• **WORK ITEM**:
Please print the records below exactly as they are.

• **RECORDS FOR PROCESSING**:

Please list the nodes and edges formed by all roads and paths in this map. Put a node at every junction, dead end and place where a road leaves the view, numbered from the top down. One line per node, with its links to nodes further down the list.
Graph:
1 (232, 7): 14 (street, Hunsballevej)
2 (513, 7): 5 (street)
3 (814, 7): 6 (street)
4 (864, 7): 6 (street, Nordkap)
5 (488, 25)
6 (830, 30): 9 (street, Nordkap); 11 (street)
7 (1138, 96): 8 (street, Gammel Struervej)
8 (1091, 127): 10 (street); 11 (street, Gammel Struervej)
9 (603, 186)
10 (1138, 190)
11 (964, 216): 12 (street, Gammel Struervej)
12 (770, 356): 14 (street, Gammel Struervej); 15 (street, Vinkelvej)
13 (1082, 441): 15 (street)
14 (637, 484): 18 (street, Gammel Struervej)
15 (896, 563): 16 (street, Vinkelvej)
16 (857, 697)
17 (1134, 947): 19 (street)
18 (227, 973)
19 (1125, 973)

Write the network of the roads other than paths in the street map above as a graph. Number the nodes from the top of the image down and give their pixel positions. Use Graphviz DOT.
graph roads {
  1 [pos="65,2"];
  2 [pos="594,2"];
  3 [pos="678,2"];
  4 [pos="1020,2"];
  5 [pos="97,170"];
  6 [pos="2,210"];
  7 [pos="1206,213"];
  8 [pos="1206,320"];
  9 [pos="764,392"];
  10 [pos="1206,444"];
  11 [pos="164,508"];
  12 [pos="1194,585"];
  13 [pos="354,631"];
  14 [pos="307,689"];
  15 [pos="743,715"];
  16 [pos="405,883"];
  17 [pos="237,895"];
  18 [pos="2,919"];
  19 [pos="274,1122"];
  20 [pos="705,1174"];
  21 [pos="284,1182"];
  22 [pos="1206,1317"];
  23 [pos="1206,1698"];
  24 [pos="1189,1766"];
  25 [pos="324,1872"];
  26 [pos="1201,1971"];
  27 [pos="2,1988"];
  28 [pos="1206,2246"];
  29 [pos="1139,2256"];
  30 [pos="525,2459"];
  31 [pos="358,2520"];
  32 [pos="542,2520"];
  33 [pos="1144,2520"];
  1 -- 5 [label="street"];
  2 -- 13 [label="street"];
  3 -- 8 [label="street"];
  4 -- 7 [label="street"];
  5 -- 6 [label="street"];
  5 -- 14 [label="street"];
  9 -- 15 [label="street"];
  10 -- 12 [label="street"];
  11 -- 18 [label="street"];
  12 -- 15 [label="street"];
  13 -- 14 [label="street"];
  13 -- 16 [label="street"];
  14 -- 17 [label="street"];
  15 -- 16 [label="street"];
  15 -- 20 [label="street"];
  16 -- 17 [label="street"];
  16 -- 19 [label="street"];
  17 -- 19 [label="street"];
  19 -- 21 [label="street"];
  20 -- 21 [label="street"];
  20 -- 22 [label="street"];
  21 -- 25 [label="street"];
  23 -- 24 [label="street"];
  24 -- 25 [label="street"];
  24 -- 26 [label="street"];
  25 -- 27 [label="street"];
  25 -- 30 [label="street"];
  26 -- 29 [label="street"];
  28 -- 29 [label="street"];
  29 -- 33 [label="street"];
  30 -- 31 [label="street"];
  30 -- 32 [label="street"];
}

• **SOLUTION**:
Please list the nodes and edges formed by all roads and paths in this map. Put a node at every junction, dead end and place where a road leaves the view, numbered from the top down. One line per node, with its links to nodes further down the list.
Graph:
1 (232, 7): 14 (street, Hunsballevej)
2 (513, 7): 5 (street)
3 (814, 7): 6 (street)
4 (864, 7): 6 (street, Nordkap)
5 (488, 25)
6 (830, 30): 9 (street, Nordkap); 11 (street)
7 (1138, 96): 8 (street, Gammel Struervej)
8 (1091, 127): 10 (street); 11 (street, Gammel Struervej)
9 (603, 186)
10 (1138, 190)
11 (964, 216): 12 (street, Gammel Struervej)
12 (770, 356): 14 (street, Gammel Struervej); 15 (street, Vinkelvej)
13 (1082, 441): 15 (street)
14 (637, 484): 18 (street, Gammel Struervej)
15 (896, 563): 16 (street, Vinkelvej)
16 (857, 697)
17 (1134, 947): 19 (street)
18 (227, 973)
19 (1125, 973)

Write the network of the roads other than paths in the street map above as a graph. Number the nodes from the top of the image down and give their pixel positions. Use Graphviz DOT.
graph roads {
  1 [pos="65,2"];
  2 [pos="594,2"];
  3 [pos="678,2"];
  4 [pos="1020,2"];
  5 [pos="97,170"];
  6 [pos="2,210"];
  7 [pos="1206,213"];
  8 [pos="1206,320"];
  9 [pos="764,392"];
  10 [pos="1206,444"];
  11 [pos="164,508"];
  12 [pos="1194,585"];
  13 [pos="354,631"];
  14 [pos="307,689"];
  15 [pos="743,715"];
  16 [pos="405,883"];
  17 [pos="237,895"];
  18 [pos="2,919"];
  19 [pos="274,1122"];
  20 [pos="705,1174"];
  21 [pos="284,1182"];
  22 [pos="1206,1317"];
  23 [pos="1206,1698"];
  24 [pos="1189,1766"];
  25 [pos="324,1872"];
  26 [pos="1201,1971"];
  27 [pos="2,1988"];
  28 [pos="1206,2246"];
  29 [pos="1139,2256"];
  30 [pos="525,2459"];
  31 [pos="358,2520"];
  32 [pos="542,2520"];
  33 [pos="1144,2520"];
  1 -- 5 [label="street"];
  2 -- 13 [label="street"];
  3 -- 8 [label="street"];
  4 -- 7 [label="street"];
  5 -- 6 [label="street"];
  5 -- 14 [label="street"];
  9 -- 15 [label="street"];
  10 -- 12 [label="street"];
  11 -- 18 [label="street"];
  12 -- 15 [label="street"];
  13 -- 14 [label="street"];
  13 -- 16 [label="street"];
  14 -- 17 [label="street"];
  15 -- 16 [label="street"];
  15 -- 20 [label="street"];
  16 -- 17 [label="street"];
  16 -- 19 [label="street"];
  17 -- 19 [label="street"];
  19 -- 21 [label="street"];
  20 -- 21 [label="street"];
  20 -- 22 [label="street"];
  21 -- 25 [label="street"];
  23 -- 24 [label="street"];
  24 -- 25 [label="street"];
  24 -- 26 [label="street"];
  25 -- 27 [label="street"];
  25 -- 30 [label="street"];
  26 -- 29 [label="street"];
  28 -- 29 [label="street"];
  29 -- 33 [label="street"];
  30 -- 31 [label="street"];
  30 -- 32 [label="street"];
}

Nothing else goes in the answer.